| Assignment |
Collect each line of the records containing the string "every".

| Input records |
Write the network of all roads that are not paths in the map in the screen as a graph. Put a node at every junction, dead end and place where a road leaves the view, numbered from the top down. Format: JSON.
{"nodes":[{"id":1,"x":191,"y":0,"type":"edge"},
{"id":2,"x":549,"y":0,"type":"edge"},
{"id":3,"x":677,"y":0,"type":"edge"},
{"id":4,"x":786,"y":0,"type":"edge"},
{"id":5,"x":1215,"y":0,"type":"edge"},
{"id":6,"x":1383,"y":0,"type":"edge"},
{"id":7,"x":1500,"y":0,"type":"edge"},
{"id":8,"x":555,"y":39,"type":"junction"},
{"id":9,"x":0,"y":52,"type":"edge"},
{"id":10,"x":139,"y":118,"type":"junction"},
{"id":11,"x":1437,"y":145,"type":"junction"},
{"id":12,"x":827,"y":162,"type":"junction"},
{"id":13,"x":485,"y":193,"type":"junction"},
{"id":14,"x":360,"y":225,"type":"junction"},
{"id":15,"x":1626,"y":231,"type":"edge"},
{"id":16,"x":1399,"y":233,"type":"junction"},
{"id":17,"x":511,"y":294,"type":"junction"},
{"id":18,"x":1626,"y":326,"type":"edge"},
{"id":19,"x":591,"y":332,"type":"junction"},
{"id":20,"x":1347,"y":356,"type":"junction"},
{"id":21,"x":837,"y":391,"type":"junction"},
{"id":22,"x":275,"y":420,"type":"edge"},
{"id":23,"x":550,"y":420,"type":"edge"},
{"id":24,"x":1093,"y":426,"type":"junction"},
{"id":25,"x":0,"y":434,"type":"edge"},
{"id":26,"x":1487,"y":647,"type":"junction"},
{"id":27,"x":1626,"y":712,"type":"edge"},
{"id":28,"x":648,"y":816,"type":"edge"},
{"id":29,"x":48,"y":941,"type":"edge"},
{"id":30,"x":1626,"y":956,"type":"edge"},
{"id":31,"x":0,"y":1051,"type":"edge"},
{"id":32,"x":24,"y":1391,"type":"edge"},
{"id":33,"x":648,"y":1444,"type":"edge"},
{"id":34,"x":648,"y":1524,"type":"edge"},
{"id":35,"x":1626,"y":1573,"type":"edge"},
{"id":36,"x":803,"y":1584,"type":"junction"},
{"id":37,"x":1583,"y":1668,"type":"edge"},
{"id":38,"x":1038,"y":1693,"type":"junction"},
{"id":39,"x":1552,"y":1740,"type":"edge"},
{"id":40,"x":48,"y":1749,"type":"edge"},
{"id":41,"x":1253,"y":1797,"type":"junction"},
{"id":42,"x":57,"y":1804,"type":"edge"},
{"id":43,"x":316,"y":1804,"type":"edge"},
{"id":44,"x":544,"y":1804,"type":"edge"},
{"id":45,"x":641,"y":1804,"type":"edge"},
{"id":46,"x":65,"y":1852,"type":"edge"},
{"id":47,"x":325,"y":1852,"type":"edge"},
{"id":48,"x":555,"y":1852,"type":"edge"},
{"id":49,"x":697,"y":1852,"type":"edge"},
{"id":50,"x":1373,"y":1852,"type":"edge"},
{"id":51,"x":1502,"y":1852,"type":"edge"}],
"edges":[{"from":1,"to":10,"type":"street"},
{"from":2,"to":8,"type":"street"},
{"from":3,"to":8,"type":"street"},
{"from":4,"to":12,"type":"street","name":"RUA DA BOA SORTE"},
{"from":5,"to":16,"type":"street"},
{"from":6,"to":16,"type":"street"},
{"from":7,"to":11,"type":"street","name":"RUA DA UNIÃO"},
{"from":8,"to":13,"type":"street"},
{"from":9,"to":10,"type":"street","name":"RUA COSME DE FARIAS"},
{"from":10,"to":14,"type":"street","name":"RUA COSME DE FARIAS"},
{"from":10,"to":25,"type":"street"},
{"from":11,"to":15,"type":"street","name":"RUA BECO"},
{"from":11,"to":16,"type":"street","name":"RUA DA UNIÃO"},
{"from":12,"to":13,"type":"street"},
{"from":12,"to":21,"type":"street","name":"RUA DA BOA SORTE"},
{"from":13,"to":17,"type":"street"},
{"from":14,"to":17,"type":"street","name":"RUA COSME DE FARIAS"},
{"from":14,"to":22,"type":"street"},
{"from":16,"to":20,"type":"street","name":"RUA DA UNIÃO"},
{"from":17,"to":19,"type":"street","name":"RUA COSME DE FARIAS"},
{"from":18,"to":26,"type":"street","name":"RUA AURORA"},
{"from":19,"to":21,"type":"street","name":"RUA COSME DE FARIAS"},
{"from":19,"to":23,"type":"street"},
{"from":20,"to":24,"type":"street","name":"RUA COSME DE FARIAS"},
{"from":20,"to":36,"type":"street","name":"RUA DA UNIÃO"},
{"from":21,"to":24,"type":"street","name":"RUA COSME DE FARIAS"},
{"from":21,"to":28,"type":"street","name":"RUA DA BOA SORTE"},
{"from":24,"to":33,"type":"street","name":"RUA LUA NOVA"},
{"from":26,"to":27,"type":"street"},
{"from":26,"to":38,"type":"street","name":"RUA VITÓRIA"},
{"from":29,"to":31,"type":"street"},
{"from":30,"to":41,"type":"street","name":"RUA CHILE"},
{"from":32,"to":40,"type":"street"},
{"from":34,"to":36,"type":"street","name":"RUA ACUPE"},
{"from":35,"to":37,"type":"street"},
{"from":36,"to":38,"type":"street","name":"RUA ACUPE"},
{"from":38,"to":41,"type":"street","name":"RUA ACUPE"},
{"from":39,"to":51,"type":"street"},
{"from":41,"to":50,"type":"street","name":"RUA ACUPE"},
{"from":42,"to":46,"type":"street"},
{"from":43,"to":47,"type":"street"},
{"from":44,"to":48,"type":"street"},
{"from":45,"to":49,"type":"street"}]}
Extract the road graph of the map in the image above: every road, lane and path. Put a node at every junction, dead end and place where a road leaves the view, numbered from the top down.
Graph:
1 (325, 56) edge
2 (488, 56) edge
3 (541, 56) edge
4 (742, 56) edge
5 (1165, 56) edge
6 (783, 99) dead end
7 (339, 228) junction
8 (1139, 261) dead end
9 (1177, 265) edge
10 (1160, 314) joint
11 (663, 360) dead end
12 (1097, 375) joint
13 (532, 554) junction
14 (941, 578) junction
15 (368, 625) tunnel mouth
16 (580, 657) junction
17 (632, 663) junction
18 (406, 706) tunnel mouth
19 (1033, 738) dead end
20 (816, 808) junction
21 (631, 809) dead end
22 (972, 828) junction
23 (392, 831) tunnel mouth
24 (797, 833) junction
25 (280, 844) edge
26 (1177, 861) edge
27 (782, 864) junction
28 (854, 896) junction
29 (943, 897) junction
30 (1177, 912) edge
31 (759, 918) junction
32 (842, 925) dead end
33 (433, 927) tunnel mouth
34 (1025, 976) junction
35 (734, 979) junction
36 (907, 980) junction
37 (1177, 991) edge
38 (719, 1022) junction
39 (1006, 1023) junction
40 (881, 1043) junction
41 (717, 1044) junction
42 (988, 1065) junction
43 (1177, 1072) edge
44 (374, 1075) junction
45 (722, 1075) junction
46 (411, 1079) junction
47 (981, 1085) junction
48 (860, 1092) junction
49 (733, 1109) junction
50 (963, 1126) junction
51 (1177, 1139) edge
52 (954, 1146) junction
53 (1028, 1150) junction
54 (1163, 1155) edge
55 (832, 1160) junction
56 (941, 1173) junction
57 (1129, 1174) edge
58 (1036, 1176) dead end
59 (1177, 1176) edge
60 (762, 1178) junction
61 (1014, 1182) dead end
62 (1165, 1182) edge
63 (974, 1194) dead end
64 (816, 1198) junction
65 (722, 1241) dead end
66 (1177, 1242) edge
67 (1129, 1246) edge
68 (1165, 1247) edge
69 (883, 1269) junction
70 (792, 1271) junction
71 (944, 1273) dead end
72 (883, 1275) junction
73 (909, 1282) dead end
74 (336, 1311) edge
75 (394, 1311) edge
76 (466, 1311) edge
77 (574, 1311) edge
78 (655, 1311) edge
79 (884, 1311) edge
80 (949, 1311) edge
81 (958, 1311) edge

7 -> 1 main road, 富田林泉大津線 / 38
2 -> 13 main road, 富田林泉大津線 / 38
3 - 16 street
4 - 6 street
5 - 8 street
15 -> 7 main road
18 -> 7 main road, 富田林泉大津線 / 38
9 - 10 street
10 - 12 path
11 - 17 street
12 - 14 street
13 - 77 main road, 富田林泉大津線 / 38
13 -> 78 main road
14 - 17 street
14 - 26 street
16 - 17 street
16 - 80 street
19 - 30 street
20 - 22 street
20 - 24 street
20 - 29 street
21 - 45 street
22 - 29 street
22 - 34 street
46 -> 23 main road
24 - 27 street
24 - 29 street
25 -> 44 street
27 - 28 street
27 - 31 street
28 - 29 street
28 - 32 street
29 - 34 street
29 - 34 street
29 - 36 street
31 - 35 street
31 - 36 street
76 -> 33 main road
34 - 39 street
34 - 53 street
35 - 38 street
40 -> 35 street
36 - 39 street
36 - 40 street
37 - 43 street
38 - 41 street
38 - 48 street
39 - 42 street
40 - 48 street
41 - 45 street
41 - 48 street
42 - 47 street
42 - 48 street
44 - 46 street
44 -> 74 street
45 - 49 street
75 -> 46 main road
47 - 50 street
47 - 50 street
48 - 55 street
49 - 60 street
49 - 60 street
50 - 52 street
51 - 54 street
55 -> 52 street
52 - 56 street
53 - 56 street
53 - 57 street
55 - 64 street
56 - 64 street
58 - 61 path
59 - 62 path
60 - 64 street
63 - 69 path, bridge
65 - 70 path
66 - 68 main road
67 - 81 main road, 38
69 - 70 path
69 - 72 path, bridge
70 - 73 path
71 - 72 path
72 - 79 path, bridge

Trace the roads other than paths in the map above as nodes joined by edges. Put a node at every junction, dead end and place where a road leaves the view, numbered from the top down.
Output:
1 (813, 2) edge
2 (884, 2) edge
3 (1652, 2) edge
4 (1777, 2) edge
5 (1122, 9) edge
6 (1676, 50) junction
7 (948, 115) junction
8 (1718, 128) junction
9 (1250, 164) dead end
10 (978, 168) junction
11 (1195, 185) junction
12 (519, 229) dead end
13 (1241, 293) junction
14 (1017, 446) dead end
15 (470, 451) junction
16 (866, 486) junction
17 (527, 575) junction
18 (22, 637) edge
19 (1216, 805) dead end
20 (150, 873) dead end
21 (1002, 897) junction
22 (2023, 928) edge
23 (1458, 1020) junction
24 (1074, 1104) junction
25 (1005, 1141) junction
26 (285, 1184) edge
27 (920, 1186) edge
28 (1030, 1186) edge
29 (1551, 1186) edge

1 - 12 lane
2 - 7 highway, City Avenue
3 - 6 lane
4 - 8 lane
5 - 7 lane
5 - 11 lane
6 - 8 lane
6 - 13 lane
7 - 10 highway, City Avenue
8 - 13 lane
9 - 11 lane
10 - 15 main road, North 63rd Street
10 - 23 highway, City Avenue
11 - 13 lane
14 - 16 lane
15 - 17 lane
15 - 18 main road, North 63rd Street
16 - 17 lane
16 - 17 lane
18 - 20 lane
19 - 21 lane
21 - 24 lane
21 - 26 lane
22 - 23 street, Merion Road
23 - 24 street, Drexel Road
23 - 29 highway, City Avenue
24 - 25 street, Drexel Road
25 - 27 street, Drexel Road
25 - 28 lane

| Result for this task |
Write the network of all roads that are not paths in the map in the screen as a graph. Put a node at every junction, dead end and place where a road leaves the view, numbered from the top down. Format: JSON.
Extract the road graph of the map in the image above: every road, lane and path. Put a node at every junction, dead end and place where a road leaves the view, numbered from the top down.
Trace the roads other than paths in the map above as nodes joined by edges. Put a node at every junction, dead end and place where a road leaves the view, numbered from the top down.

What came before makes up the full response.